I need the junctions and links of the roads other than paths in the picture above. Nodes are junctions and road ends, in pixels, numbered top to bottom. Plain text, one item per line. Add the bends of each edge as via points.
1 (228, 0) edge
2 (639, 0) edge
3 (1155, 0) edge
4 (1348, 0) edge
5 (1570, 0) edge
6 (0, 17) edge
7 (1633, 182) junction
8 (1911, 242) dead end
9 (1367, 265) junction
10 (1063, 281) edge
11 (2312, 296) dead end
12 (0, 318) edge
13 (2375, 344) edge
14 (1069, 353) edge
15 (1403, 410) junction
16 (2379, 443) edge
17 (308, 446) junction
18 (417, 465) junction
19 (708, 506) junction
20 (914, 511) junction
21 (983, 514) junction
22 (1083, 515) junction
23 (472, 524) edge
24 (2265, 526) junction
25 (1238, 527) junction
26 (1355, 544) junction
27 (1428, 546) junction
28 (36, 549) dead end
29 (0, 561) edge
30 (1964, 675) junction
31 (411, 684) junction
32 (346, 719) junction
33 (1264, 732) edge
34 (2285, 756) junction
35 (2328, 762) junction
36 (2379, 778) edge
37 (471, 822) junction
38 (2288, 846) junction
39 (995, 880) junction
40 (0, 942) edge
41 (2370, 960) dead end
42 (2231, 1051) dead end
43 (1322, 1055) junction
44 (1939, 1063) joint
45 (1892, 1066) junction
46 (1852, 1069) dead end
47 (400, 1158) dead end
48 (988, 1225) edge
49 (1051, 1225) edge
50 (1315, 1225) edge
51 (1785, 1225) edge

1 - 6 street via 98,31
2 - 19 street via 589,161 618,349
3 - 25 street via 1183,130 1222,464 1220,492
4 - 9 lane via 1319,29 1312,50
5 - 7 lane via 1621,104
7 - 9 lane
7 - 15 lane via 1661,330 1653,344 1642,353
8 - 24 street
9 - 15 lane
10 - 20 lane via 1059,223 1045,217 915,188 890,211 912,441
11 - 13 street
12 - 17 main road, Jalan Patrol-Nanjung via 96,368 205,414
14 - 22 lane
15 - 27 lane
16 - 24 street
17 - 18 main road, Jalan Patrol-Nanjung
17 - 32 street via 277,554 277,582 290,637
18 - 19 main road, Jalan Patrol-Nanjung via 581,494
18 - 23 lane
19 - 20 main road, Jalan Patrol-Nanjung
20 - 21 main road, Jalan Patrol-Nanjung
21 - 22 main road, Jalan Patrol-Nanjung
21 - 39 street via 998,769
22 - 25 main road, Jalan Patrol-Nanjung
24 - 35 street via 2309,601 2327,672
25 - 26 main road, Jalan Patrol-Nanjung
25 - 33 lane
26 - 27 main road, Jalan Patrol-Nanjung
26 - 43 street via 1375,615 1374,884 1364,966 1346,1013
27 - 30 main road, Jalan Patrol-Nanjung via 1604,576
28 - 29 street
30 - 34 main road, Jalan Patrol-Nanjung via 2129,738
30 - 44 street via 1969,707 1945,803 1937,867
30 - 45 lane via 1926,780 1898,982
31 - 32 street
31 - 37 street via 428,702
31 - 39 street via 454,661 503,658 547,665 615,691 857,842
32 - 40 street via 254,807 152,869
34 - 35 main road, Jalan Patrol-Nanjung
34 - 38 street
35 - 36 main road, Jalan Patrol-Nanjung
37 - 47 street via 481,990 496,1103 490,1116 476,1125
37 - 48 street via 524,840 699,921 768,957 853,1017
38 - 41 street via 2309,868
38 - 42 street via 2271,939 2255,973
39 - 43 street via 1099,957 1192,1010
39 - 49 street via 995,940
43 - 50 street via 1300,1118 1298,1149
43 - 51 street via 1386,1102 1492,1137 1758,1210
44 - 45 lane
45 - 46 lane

================================

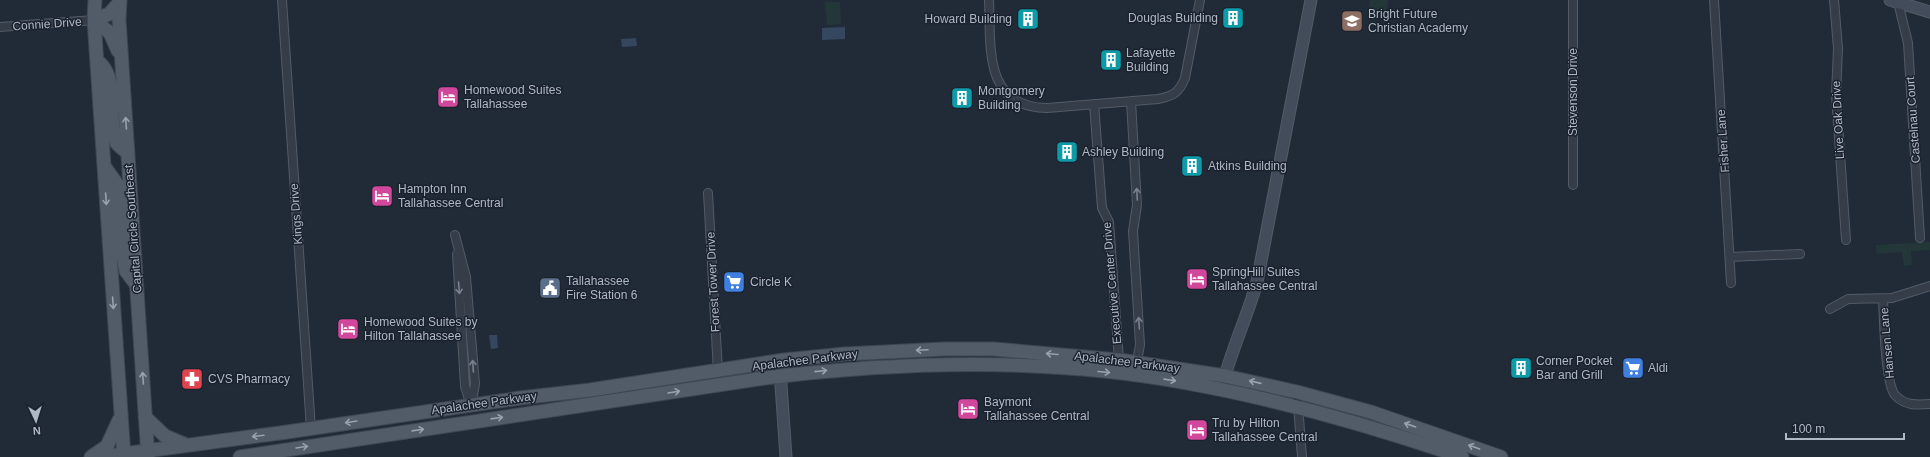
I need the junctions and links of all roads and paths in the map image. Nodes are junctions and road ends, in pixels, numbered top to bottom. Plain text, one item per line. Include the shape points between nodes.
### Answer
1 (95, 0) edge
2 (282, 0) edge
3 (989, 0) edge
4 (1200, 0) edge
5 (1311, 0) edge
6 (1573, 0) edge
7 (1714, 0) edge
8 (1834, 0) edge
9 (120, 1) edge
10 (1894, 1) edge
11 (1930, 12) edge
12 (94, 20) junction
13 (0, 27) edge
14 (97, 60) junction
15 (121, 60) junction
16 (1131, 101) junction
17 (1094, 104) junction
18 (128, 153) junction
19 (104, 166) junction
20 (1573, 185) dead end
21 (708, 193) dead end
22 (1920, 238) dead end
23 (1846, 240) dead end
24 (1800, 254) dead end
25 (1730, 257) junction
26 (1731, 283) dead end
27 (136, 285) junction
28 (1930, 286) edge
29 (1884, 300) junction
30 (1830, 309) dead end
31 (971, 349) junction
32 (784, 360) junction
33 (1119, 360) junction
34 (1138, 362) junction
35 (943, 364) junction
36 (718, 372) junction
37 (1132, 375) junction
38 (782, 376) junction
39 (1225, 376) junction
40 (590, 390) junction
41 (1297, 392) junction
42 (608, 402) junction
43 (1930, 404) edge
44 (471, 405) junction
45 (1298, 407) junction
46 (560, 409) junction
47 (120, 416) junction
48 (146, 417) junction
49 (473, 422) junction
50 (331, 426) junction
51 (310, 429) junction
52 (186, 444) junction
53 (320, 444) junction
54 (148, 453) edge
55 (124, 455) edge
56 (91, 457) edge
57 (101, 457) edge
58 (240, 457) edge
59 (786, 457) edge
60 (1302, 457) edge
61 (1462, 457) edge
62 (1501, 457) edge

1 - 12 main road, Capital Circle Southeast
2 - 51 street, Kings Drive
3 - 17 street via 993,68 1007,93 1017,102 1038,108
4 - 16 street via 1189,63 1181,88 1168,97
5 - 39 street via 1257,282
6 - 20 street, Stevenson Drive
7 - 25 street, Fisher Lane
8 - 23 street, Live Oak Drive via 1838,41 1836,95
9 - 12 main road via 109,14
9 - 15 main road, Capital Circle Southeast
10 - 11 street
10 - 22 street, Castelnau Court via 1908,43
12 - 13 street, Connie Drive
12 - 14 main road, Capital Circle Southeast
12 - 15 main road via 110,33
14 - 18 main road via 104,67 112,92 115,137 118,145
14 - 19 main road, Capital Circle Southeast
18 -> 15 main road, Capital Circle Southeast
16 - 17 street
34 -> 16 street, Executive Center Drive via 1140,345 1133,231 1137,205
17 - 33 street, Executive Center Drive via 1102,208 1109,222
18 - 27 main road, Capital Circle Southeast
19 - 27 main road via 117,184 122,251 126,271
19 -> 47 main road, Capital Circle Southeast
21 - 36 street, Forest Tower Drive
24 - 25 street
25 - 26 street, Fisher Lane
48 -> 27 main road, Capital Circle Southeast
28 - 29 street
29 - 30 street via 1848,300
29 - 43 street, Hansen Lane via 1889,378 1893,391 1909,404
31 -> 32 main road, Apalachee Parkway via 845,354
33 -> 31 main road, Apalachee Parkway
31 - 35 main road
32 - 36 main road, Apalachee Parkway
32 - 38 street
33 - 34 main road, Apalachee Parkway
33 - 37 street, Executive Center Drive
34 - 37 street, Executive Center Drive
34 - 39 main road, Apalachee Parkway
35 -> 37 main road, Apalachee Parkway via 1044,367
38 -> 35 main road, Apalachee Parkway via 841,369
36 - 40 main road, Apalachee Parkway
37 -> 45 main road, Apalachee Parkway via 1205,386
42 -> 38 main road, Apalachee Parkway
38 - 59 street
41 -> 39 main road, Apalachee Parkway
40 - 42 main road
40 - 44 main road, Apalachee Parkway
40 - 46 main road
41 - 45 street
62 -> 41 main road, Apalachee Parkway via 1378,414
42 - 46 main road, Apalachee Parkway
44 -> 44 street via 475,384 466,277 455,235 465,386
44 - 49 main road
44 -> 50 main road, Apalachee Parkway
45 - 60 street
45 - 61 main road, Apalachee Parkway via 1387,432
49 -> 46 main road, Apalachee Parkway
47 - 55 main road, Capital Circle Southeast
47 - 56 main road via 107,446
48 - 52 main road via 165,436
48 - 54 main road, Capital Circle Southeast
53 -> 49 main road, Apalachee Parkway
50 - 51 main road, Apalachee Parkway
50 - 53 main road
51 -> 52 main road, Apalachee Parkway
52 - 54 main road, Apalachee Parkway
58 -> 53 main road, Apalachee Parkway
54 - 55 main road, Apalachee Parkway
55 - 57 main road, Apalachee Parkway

================================

EXERCISE DETAILS ▸ This exercise requires the lines of the entries containing the string "Fisher".

EXPECTED ANSWER ▸
7 - 25 street, Fisher Lane
25 - 26 street, Fisher Lane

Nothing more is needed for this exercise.